## DIRECTIONS FOR THIS TASK
Return each record shown beneath, word for word.

## LISTED ENTRIES
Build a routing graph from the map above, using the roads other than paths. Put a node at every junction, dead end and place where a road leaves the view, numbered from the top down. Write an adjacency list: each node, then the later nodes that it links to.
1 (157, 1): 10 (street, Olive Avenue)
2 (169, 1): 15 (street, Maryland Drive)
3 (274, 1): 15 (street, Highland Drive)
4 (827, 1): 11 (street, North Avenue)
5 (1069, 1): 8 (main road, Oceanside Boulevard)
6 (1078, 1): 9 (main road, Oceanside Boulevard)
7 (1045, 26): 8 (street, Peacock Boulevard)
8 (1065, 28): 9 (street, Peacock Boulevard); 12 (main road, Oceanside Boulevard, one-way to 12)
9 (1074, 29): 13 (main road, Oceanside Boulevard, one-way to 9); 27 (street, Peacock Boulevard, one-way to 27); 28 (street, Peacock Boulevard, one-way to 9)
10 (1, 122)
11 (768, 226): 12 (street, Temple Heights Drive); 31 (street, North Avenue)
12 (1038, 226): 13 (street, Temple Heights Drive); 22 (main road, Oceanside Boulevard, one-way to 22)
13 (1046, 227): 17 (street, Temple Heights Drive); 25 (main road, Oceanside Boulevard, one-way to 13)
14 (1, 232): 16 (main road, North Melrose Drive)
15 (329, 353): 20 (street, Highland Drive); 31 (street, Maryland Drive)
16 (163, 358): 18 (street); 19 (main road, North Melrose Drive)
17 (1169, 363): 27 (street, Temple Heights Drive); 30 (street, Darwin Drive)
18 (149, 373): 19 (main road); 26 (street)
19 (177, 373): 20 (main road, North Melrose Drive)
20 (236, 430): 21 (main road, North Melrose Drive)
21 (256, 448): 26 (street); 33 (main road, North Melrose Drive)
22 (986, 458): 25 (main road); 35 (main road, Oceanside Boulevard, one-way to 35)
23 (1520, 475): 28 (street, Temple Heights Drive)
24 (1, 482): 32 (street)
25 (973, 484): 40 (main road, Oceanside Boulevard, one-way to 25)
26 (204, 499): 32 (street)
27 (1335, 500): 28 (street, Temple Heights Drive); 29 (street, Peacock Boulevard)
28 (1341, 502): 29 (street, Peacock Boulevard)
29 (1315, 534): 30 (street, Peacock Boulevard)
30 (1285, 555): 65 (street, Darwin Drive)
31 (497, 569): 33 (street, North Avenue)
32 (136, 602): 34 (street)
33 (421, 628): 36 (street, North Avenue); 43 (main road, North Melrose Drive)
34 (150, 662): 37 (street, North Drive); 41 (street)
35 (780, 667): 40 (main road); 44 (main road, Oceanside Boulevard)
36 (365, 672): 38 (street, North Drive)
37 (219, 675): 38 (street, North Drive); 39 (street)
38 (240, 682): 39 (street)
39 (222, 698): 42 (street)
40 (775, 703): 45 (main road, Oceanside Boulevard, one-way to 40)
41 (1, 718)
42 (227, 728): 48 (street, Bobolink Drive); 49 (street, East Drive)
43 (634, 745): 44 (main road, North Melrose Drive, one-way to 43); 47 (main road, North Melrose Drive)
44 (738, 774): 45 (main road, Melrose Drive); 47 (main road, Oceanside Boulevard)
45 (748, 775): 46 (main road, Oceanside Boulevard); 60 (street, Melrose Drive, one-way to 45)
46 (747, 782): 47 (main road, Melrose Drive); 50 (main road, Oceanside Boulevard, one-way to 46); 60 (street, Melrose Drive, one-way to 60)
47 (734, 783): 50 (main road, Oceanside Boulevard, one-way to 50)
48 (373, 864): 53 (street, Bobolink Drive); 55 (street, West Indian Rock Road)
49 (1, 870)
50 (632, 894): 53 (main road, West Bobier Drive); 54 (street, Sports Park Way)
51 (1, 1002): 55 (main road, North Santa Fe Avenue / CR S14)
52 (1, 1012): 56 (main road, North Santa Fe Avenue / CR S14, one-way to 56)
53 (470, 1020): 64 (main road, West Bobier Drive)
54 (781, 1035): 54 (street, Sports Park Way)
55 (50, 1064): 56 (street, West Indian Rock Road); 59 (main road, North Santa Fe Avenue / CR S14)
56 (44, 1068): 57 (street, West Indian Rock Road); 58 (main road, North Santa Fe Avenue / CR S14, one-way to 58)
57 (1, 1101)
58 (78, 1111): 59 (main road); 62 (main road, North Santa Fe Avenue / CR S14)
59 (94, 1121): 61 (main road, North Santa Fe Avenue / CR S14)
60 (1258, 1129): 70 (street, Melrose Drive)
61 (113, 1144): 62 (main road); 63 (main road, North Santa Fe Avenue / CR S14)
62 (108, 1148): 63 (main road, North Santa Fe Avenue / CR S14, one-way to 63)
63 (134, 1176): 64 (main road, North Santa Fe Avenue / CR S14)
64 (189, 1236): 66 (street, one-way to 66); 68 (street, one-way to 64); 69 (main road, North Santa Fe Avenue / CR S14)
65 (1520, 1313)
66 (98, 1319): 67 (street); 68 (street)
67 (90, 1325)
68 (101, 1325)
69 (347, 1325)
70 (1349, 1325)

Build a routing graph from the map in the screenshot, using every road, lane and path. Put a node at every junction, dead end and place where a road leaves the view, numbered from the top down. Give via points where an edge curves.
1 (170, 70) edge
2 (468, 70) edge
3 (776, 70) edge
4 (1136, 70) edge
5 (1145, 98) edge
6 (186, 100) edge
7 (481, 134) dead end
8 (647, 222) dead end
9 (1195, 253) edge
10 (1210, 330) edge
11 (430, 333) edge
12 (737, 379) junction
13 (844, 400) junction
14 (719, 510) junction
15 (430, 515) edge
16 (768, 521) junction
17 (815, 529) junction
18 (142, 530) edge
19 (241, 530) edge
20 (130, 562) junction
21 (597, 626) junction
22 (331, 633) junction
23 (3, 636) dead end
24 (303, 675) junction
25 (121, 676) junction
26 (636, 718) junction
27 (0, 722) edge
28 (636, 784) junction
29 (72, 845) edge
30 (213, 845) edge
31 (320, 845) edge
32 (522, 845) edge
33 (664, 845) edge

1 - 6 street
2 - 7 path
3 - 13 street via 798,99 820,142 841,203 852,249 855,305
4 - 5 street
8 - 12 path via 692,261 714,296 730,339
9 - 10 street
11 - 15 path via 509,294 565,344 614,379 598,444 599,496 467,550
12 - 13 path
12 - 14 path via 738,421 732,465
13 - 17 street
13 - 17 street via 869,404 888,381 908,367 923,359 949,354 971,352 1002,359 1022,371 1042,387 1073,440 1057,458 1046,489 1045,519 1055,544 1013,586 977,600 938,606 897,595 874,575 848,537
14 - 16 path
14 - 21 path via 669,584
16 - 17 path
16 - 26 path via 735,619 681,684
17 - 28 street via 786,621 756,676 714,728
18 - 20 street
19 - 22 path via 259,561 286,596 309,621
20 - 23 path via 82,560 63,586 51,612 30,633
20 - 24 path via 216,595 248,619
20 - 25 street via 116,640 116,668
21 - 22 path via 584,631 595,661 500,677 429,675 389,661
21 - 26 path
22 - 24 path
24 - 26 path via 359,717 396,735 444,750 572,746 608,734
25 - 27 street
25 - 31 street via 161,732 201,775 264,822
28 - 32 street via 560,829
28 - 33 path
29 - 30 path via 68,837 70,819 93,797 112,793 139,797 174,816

## TASK ANSWER
Build a routing graph from the map above, using the roads other than paths. Put a node at every junction, dead end and place where a road leaves the view, numbered from the top down. Write an adjacency list: each node, then the later nodes that it links to.
1 (157, 1): 10 (street, Olive Avenue)
2 (169, 1): 15 (street, Maryland Drive)
3 (274, 1): 15 (street, Highland Drive)
4 (827, 1): 11 (street, North Avenue)
5 (1069, 1): 8 (main road, Oceanside Boulevard)
6 (1078, 1): 9 (main road, Oceanside Boulevard)
7 (1045, 26): 8 (street, Peacock Boulevard)
8 (1065, 28): 9 (street, Peacock Boulevard); 12 (main road, Oceanside Boulevard, one-way to 12)
9 (1074, 29): 13 (main road, Oceanside Boulevard, one-way to 9); 27 (street, Peacock Boulevard, one-way to 27); 28 (street, Peacock Boulevard, one-way to 9)
10 (1, 122)
11 (768, 226): 12 (street, Temple Heights Drive); 31 (street, North Avenue)
12 (1038, 226): 13 (street, Temple Heights Drive); 22 (main road, Oceanside Boulevard, one-way to 22)
13 (1046, 227): 17 (street, Temple Heights Drive); 25 (main road, Oceanside Boulevard, one-way to 13)
14 (1, 232): 16 (main road, North Melrose Drive)
15 (329, 353): 20 (street, Highland Drive); 31 (street, Maryland Drive)
16 (163, 358): 18 (street); 19 (main road, North Melrose Drive)
17 (1169, 363): 27 (street, Temple Heights Drive); 30 (street, Darwin Drive)
18 (149, 373): 19 (main road); 26 (street)
19 (177, 373): 20 (main road, North Melrose Drive)
20 (236, 430): 21 (main road, North Melrose Drive)
21 (256, 448): 26 (street); 33 (main road, North Melrose Drive)
22 (986, 458): 25 (main road); 35 (main road, Oceanside Boulevard, one-way to 35)
23 (1520, 475): 28 (street, Temple Heights Drive)
24 (1, 482): 32 (street)
25 (973, 484): 40 (main road, Oceanside Boulevard, one-way to 25)
26 (204, 499): 32 (street)
27 (1335, 500): 28 (street, Temple Heights Drive); 29 (street, Peacock Boulevard)
28 (1341, 502): 29 (street, Peacock Boulevard)
29 (1315, 534): 30 (street, Peacock Boulevard)
30 (1285, 555): 65 (street, Darwin Drive)
31 (497, 569): 33 (street, North Avenue)
32 (136, 602): 34 (street)
33 (421, 628): 36 (street, North Avenue); 43 (main road, North Melrose Drive)
34 (150, 662): 37 (street, North Drive); 41 (street)
35 (780, 667): 40 (main road); 44 (main road, Oceanside Boulevard)
36 (365, 672): 38 (street, North Drive)
37 (219, 675): 38 (street, North Drive); 39 (street)
38 (240, 682): 39 (street)
39 (222, 698): 42 (street)
40 (775, 703): 45 (main road, Oceanside Boulevard, one-way to 40)
41 (1, 718)
42 (227, 728): 48 (street, Bobolink Drive); 49 (street, East Drive)
43 (634, 745): 44 (main road, North Melrose Drive, one-way to 43); 47 (main road, North Melrose Drive)
44 (738, 774): 45 (main road, Melrose Drive); 47 (main road, Oceanside Boulevard)
45 (748, 775): 46 (main road, Oceanside Boulevard); 60 (street, Melrose Drive, one-way to 45)
46 (747, 782): 47 (main road, Melrose Drive); 50 (main road, Oceanside Boulevard, one-way to 46); 60 (street, Melrose Drive, one-way to 60)
47 (734, 783): 50 (main road, Oceanside Boulevard, one-way to 50)
48 (373, 864): 53 (street, Bobolink Drive); 55 (street, West Indian Rock Road)
49 (1, 870)
50 (632, 894): 53 (main road, West Bobier Drive); 54 (street, Sports Park Way)
51 (1, 1002): 55 (main road, North Santa Fe Avenue / CR S14)
52 (1, 1012): 56 (main road, North Santa Fe Avenue / CR S14, one-way to 56)
53 (470, 1020): 64 (main road, West Bobier Drive)
54 (781, 1035): 54 (street, Sports Park Way)
55 (50, 1064): 56 (street, West Indian Rock Road); 59 (main road, North Santa Fe Avenue / CR S14)
56 (44, 1068): 57 (street, West Indian Rock Road); 58 (main road, North Santa Fe Avenue / CR S14, one-way to 58)
57 (1, 1101)
58 (78, 1111): 59 (main road); 62 (main road, North Santa Fe Avenue / CR S14)
59 (94, 1121): 61 (main road, North Santa Fe Avenue / CR S14)
60 (1258, 1129): 70 (street, Melrose Drive)
61 (113, 1144): 62 (main road); 63 (main road, North Santa Fe Avenue / CR S14)
62 (108, 1148): 63 (main road, North Santa Fe Avenue / CR S14, one-way to 63)
63 (134, 1176): 64 (main road, North Santa Fe Avenue / CR S14)
64 (189, 1236): 66 (street, one-way to 66); 68 (street, one-way to 64); 69 (main road, North Santa Fe Avenue / CR S14)
65 (1520, 1313)
66 (98, 1319): 67 (street); 68 (street)
67 (90, 1325)
68 (101, 1325)
69 (347, 1325)
70 (1349, 1325)

Build a routing graph from the map in the screenshot, using every road, lane and path. Put a node at every junction, dead end and place where a road leaves the view, numbered from the top down. Give via points where an edge curves.
1 (170, 70) edge
2 (468, 70) edge
3 (776, 70) edge
4 (1136, 70) edge
5 (1145, 98) edge
6 (186, 100) edge
7 (481, 134) dead end
8 (647, 222) dead end
9 (1195, 253) edge
10 (1210, 330) edge
11 (430, 333) edge
12 (737, 379) junction
13 (844, 400) junction
14 (719, 510) junction
15 (430, 515) edge
16 (768, 521) junction
17 (815, 529) junction
18 (142, 530) edge
19 (241, 530) edge
20 (130, 562) junction
21 (597, 626) junction
22 (331, 633) junction
23 (3, 636) dead end
24 (303, 675) junction
25 (121, 676) junction
26 (636, 718) junction
27 (0, 722) edge
28 (636, 784) junction
29 (72, 845) edge
30 (213, 845) edge
31 (320, 845) edge
32 (522, 845) edge
33 (664, 845) edge

1 - 6 street
2 - 7 path
3 - 13 street via 798,99 820,142 841,203 852,249 855,305
4 - 5 street
8 - 12 path via 692,261 714,296 730,339
9 - 10 street
11 - 15 path via 509,294 565,344 614,379 598,444 599,496 467,550
12 - 13 path
12 - 14 path via 738,421 732,465
13 - 17 street
13 - 17 street via 869,404 888,381 908,367 923,359 949,354 971,352 1002,359 1022,371 1042,387 1073,440 1057,458 1046,489 1045,519 1055,544 1013,586 977,600 938,606 897,595 874,575 848,537
14 - 16 path
14 - 21 path via 669,584
16 - 17 path
16 - 26 path via 735,619 681,684
17 - 28 street via 786,621 756,676 714,728
18 - 20 street
19 - 22 path via 259,561 286,596 309,621
20 - 23 path via 82,560 63,586 51,612 30,633
20 - 24 path via 216,595 248,619
20 - 25 street via 116,640 116,668
21 - 22 path via 584,631 595,661 500,677 429,675 389,661
21 - 26 path
22 - 24 path
24 - 26 path via 359,717 396,735 444,750 572,746 608,734
25 - 27 street
25 - 31 street via 161,732 201,775 264,822
28 - 32 street via 560,829
28 - 33 path
29 - 30 path via 68,837 70,819 93,797 112,793 139,797 174,816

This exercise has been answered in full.